◆ Exercise objective: The answer must consist of each line below that holds the word "other", copied as it stands.

◆ Dataset records:
--
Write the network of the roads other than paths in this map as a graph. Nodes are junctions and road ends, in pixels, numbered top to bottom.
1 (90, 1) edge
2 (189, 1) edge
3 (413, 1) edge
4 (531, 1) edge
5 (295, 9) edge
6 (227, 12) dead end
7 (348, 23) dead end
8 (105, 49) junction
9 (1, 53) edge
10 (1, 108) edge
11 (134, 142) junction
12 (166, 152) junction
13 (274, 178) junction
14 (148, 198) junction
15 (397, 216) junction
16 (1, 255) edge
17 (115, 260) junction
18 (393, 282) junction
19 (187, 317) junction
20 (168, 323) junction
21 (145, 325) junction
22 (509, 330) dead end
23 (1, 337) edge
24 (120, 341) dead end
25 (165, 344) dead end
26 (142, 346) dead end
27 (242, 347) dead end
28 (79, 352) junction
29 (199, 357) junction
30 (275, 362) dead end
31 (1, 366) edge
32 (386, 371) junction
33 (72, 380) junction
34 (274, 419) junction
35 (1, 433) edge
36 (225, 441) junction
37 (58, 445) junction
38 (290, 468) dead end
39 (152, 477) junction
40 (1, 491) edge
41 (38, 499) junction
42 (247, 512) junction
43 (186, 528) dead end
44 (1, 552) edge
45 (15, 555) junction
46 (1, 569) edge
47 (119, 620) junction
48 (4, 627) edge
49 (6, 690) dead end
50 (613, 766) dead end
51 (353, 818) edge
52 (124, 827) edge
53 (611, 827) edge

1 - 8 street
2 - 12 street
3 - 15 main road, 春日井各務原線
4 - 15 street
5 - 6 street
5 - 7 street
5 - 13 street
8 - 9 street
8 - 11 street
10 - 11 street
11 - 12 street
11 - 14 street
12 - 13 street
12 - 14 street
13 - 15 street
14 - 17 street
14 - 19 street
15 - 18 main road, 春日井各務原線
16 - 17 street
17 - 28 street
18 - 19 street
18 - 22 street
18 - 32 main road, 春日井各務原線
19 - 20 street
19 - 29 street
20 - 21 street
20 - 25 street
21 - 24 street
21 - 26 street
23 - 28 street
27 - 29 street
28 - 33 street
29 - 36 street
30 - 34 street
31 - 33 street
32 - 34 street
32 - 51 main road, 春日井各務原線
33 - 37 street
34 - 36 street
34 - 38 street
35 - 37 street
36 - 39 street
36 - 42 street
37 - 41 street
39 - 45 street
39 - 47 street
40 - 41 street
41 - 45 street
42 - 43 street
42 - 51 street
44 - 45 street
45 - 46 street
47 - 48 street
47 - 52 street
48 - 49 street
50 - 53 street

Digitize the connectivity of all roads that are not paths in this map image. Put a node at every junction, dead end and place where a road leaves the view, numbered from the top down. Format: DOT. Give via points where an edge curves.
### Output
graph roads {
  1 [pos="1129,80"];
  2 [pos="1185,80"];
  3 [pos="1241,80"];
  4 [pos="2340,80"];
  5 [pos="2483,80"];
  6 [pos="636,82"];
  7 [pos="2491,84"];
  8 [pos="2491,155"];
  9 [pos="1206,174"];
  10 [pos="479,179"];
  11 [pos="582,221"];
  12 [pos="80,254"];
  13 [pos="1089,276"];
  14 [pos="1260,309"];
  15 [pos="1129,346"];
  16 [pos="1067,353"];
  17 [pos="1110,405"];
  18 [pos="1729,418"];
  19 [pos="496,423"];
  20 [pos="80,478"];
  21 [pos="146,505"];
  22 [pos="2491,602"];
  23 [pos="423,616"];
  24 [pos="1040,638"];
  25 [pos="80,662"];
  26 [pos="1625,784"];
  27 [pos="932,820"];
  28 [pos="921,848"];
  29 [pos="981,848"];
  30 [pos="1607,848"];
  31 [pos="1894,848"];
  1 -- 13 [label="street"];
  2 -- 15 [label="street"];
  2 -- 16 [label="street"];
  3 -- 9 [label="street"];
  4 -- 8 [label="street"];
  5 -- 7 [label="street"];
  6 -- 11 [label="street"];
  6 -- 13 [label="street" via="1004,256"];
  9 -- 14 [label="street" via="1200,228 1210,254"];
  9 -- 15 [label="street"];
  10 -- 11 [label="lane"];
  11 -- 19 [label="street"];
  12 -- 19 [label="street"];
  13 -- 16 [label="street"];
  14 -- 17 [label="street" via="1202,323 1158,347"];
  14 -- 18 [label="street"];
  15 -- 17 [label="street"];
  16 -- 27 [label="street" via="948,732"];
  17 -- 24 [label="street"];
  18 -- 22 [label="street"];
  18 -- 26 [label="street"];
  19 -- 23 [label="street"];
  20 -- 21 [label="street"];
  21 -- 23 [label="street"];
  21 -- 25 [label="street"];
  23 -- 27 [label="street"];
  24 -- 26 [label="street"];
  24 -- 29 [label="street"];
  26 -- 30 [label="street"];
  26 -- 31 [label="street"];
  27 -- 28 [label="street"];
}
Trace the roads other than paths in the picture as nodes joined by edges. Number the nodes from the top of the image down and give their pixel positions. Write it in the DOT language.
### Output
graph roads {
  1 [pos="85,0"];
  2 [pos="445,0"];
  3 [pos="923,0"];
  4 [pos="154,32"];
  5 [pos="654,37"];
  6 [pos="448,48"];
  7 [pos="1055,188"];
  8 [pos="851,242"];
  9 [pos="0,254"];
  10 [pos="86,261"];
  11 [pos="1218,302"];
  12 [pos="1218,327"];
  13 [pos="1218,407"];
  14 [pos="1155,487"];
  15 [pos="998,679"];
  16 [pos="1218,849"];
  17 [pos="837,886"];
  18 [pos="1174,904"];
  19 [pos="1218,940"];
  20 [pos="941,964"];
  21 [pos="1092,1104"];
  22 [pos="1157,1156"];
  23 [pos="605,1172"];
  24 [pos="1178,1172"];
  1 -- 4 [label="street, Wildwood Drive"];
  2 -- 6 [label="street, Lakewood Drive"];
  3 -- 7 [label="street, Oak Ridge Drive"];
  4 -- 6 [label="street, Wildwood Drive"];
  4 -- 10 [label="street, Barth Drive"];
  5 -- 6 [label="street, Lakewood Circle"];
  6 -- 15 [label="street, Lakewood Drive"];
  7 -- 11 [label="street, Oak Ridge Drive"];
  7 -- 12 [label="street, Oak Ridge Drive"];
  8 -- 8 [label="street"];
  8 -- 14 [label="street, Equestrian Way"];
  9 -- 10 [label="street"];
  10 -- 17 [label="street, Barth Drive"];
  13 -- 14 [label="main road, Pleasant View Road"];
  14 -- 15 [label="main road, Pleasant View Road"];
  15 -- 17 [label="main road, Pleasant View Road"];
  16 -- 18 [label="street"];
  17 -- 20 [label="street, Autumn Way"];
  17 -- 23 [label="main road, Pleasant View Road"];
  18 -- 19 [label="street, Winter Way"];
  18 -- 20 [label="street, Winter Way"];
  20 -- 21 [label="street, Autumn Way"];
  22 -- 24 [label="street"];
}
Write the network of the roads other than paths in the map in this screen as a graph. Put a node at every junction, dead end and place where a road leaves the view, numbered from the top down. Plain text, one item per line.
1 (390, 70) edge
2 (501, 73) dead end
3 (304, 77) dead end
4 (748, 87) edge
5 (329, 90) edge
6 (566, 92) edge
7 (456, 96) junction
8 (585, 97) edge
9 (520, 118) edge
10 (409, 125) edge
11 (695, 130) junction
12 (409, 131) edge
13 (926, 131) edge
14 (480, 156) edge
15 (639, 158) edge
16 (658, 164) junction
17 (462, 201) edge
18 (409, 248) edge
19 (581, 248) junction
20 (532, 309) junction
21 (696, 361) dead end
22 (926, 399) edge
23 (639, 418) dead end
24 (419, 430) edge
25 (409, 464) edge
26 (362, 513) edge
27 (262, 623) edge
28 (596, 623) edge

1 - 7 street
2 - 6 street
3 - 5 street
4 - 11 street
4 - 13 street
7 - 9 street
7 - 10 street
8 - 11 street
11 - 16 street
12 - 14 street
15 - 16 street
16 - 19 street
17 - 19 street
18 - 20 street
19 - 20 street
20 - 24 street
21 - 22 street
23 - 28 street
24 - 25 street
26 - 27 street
--
◆ Output for this exercise:
Write the network of the roads other than paths in this map as a graph. Nodes are junctions and road ends, in pixels, numbered top to bottom.
Trace the roads other than paths in the picture as nodes joined by edges. Number the nodes from the top of the image down and give their pixel positions. Write it in the DOT language.
Write the network of the roads other than paths in the map in this screen as a graph. Put a node at every junction, dead end and place where a road leaves the view, numbered from the top down. Plain text, one item per line.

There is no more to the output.